Thank you in advance. I had some issues with my advisor and want to get some advice. I got a Ph.D. degree from a foreign country and started my new postdoctoral position here in the US this year. Meanwhile, I participated in an imaging challenge where organizers provide a certain task that is considered important in our field and participants compete with one another to achieve the best results.

Since my approach was developed when I was in the previous laboratory, I wrote my previous laboratory as the institution and my previous professor as a coparticipant in the team information. There was, however, a policy that it isn't allowed to submit multiple results from the same research group, and there was another team in my previous lab. Thus, I changed the team institution from the previous one to my current institution and wrote my current advisor as my co-participant to avoid the multiple submission policy. My current advisor knew that I participated in the challenge but didn't know he was added as a coparticipant (it is definitely my mistake).

After several weeks, some top participants were posted on the conference website page, our team was there, and I told him the results. However, he took it very seriously and asked me to remove his name because he didn't contribute anything to my results. And he said that "You committed the fraudulent issue.". Of course, it is his right, so I sent an email to the challenge organizers and ask to remove his name from our team, and they answered positively. I was wrong about adding him without his agreement, but I feel a little bad. I'm not sure that it's really a fraudulent issue because it's neither publications nor conference presentations, and I added him since he is my current advisor. On the website, the team institution, members, and scores were only posted. Nothing else is included.

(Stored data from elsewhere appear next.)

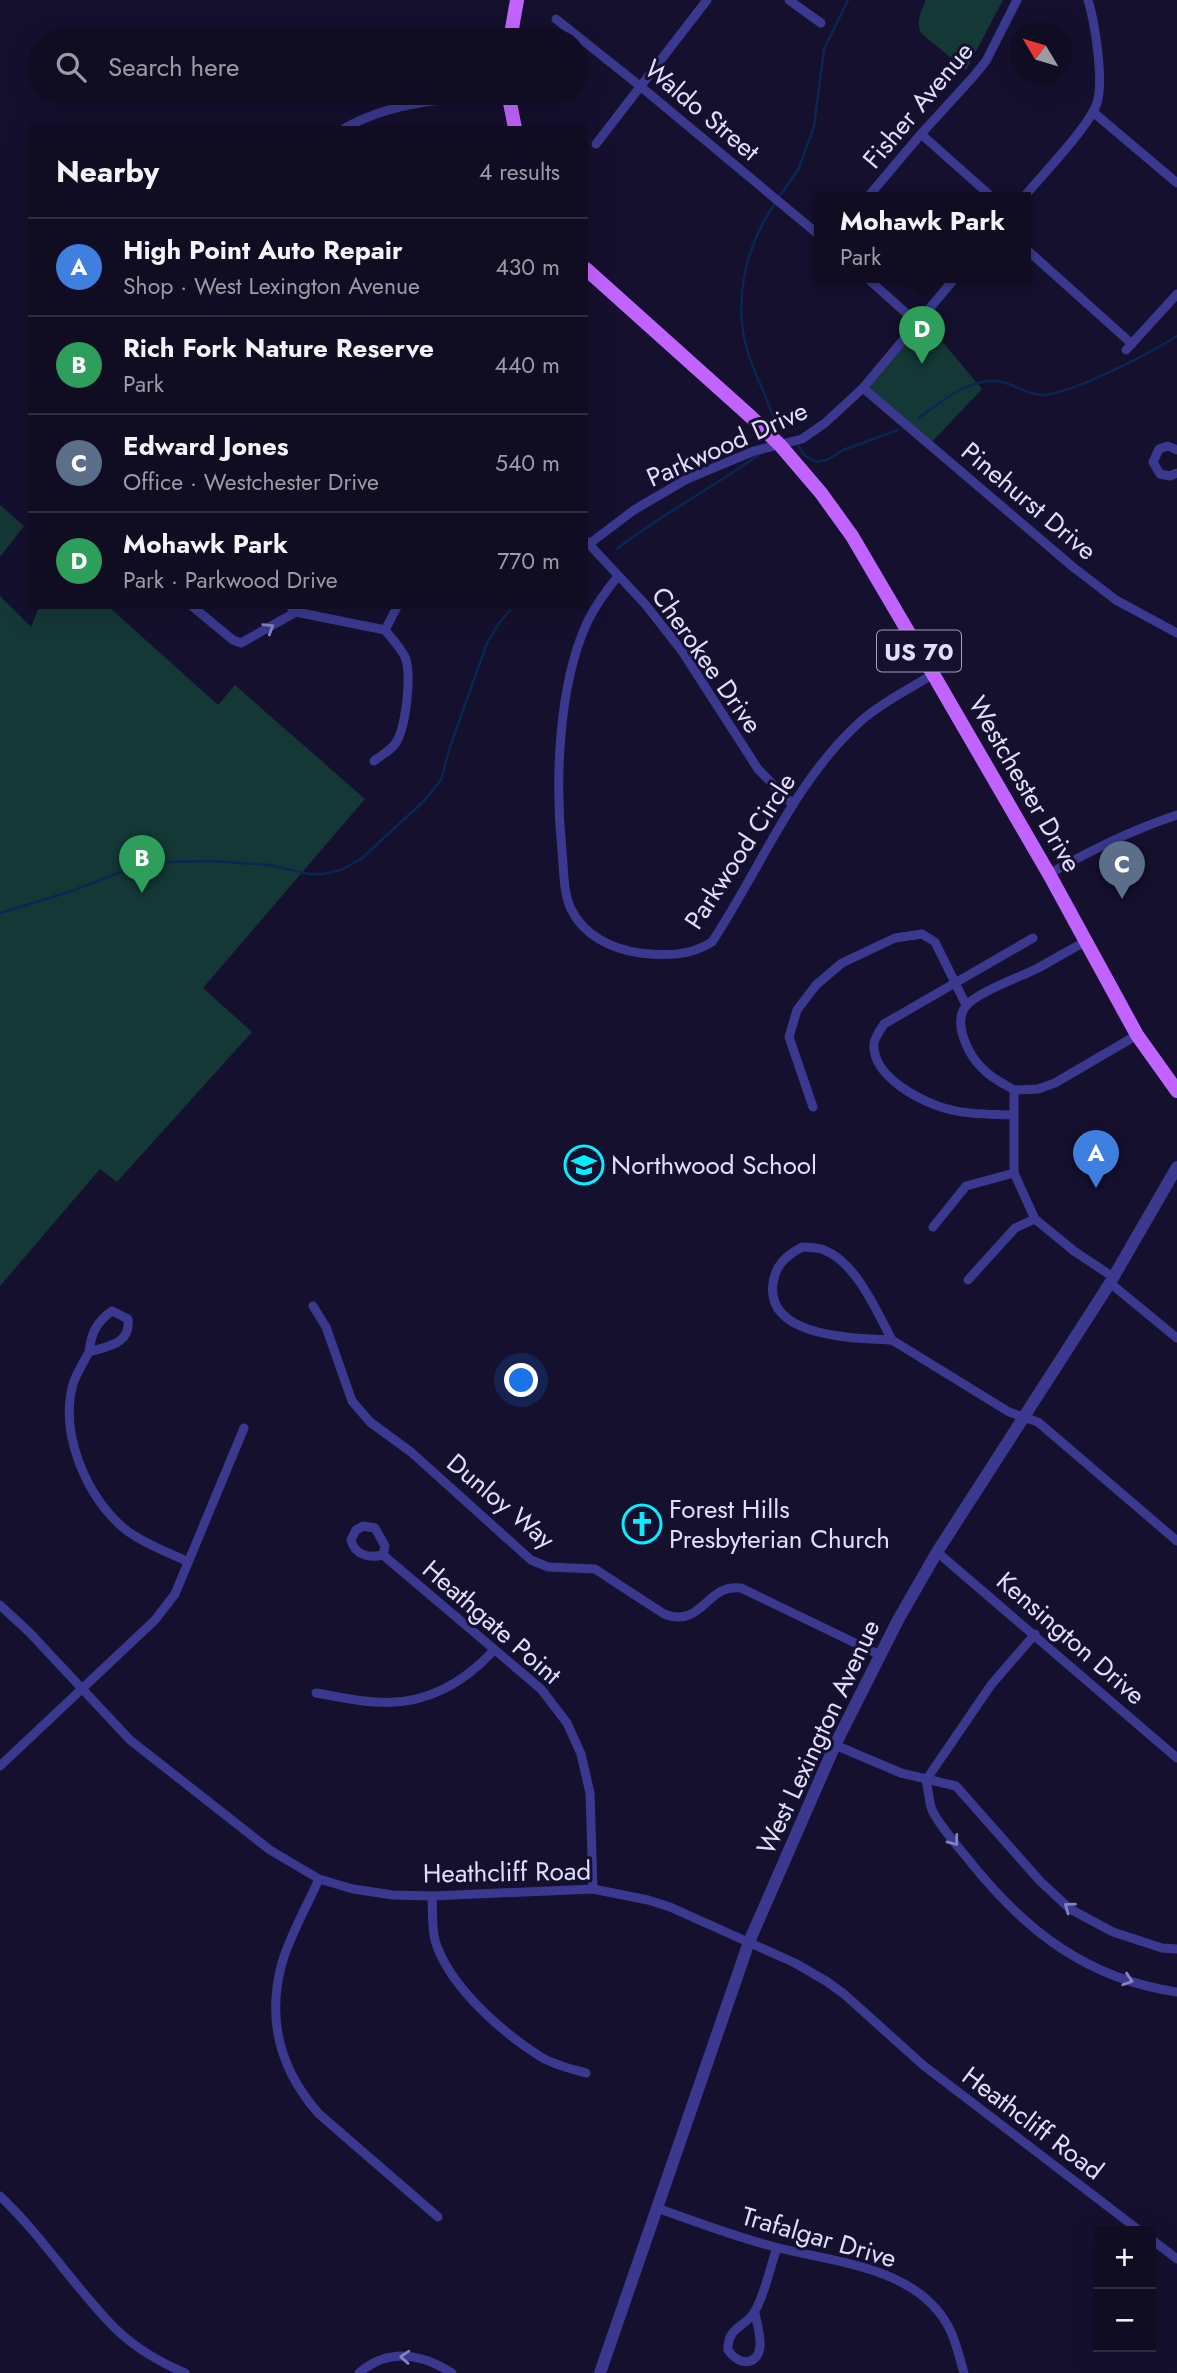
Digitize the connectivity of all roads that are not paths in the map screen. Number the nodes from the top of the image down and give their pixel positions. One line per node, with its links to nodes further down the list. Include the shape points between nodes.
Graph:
1 (517, 0): 8 (main road)
2 (707, 0): 11 (street)
3 (789, 0): 7 (street)
4 (1017, 0): 17 (street, Fisher Avenue, via 986,61)
5 (1088, 0): 14 (street, via 1097,48 1098,100)
6 (556, 19): 9 (street, Waldo Street)
7 (821, 23)
8 (512, 28)
9 (567, 28)
10 (588, 45): 11 (street, Waldo Street)
11 (640, 86): 18 (street); 23 (street, Waldo Street)
12 (407, 105): 15 (street)
13 (510, 105): 16 (main road)
14 (1093, 112): 19 (street); 22 (street)
15 (350, 126)
16 (515, 126)
17 (921, 134): 20 (street, Fisher Avenue); 21 (street)
18 (596, 144)
19 (1177, 183)
20 (872, 192)
21 (986, 192)
22 (1028, 192)
23 (814, 231)
24 (1031, 253): 29 (street, via 1129,347)
25 (588, 271): 33 (main road, Westchester Drive / US 70)
26 (873, 283): 31 (street)
27 (951, 283): 31 (street, Parkwood Drive)
28 (1177, 293): 29 (street)
29 (1167, 305): 30 (street)
30 (1177, 311)
31 (917, 323): 32 (street, Parkwood Drive)
32 (863, 388): 33 (street, Parkwood Drive, via 817,429); 42 (street, Pinehurst Drive, via 1073,567 1116,600)
33 (780, 445): 36 (street, Parkwood Drive, via 733,458 687,479); 43 (main road, Westchester Drive / US 70, via 852,537)
34 (1177, 450): 35 (street, via 1159,449 1153,462 1160,474)
35 (1177, 473)
36 (588, 542): 37 (street, Cherokee Drive)
37 (618, 576): 45 (street, Cherokee Drive, via 682,651 758,769); 45 (street, Parkwood Circle, via 581,638 569,680 562,736 561,834 567,895 579,922 607,945 627,951 661,955 698,951 712,942)
38 (195, 609): 39 (street, one-way to 39, via 241,643)
39 (293, 609): 41 (street)
40 (396, 609): 41 (street)
41 (385, 630): 44 (street, via 405,657 408,669 405,713 395,745)
42 (1177, 633)
43 (933, 674): 45 (street, Parkwood Circle, via 863,720 820,766); 47 (main road, Westchester Drive / US 70)
44 (374, 761)
45 (793, 805)
46 (1177, 815): 47 (street, via 1103,843)
47 (1049, 874): 49 (main road, Westchester Drive / US 70)
48 (1033, 938): 50 (street)
49 (1084, 942): 51 (street); 52 (main road, Westchester Drive / US 70)
50 (954, 984): 51 (street); 55 (street, via 935,942 922,934 895,938 842,963 816,985 797,1010 789,1037); 56 (street, via 884,1024 874,1041 878,1064 896,1084 929,1103 967,1113)
51 (966, 1005): 53 (street, via 962,1034 970,1050 983,1069)
52 (1137, 1035): 53 (street, via 1055,1083); 54 (main road, Westchester Drive / US 70)
53 (1014, 1090): 56 (street)
54 (1177, 1091)
55 (813, 1107)
56 (1013, 1115): 58 (street)
57 (1177, 1167): 62 (street, West Lexington Avenue)
58 (1014, 1173): 59 (street); 60 (street, via 966,1186)
59 (1035, 1219): 61 (street, via 1014,1228); 62 (street)
60 (933, 1227)
61 (968, 1280)
62 (1112, 1280): 64 (street); 67 (street, West Lexington Avenue)
63 (313, 1306): 76 (street, Dunloy Way, via 359,1411 531,1560 548,1567 595,1569 671,1617 691,1615 724,1589 741,1588)
64 (1177, 1338)
65 (892, 1340): 65 (street, via 864,1289 842,1261 823,1250 803,1247 785,1256 772,1288 785,1316 798,1326 829,1336); 67 (street)
66 (89, 1352): 66 (street, via 120,1341 129,1329 128,1319 112,1311 105,1316 91,1335); 72 (street, via 74,1381 70,1406 73,1443 83,1473 100,1504 127,1530)
67 (1023, 1417): 69 (street, via 1038,1422); 70 (street, West Lexington Avenue)
68 (244, 1428): 72 (street)
69 (1177, 1541)
70 (937, 1552): 74 (street, Kensington Drive); 76 (street, West Lexington Avenue)
71 (383, 1555): 75 (street, Heathgate Point)
72 (188, 1562): 77 (street, via 174,1594 155,1620)
73 (0, 1605): 77 (street, Heathcliff Road)
74 (1035, 1634): 80 (street, Kensington Drive); 82 (street, via 991,1685)
75 (494, 1650): 78 (street, via 474,1672 450,1687 405,1702); 84 (street, Heathgate Point, via 541,1689 567,1723 581,1754 590,1793)
76 (880, 1655): 79 (street, West Lexington Avenue)
77 (81, 1689): 81 (street); 83 (street, Heathcliff Road, via 141,1749 270,1850)
78 (316, 1693)
79 (835, 1745): 82 (street); 86 (street, West Lexington Avenue)
80 (1177, 1758)
81 (0, 1766)
82 (926, 1780): 87 (street, one-way to 82, via 1113,1932 1070,1909 957,1786); 88 (street, one-way to 88, via 932,1810 993,1889 1031,1927 1084,1963 1126,1980)
83 (319, 1879): 85 (street, Heathcliff Road, via 392,1895); 92 (street, via 282,1964 277,2032 287,2069 319,2115)
84 (593, 1889): 85 (street, Heathcliff Road); 86 (street, Heathcliff Road, via 648,1900)
85 (432, 1896): 89 (street, via 438,1949 464,1992 542,2058)
86 (749, 1942): 91 (street, West Lexington Avenue); 93 (street, Heathcliff Road, via 835,1988 923,2065)
87 (1177, 1949)
88 (1177, 1992)
89 (586, 2073)
90 (0, 2196): 98 (street, via 109,2323 148,2355)
91 (657, 2208): 95 (street, Trafalgar Drive); 101 (street, West Lexington Avenue)
92 (438, 2217)
93 (1133, 2226)
94 (1156, 2243): 96 (street)
95 (777, 2248): 97 (street); 102 (street, Trafalgar Drive, via 882,2273 908,2286 931,2304 951,2331)
96 (1177, 2259)
97 (755, 2313): 97 (street, via 728,2342 728,2350 738,2361 754,2360 759,2352)
98 (185, 2373)
99 (359, 2373): 100 (street, one-way to 99, via 420,2358 400,2356 384,2357)
100 (452, 2373)
101 (600, 2373)
102 (964, 2373)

If I'm fully wrong about it, I may need to learn from the comments.

1 Answer 1


Yes, you were wrong to add a non-participant and more so if you add someone without permission. It was an ethical breach.

You may have had good intentions, but that isn't a real excuse. Apologize, of course, and learn from the mistake. It isn't a career ender, after all.

The rules are similar to those of co-authorship here. Only contributors are listed and only with specific permission.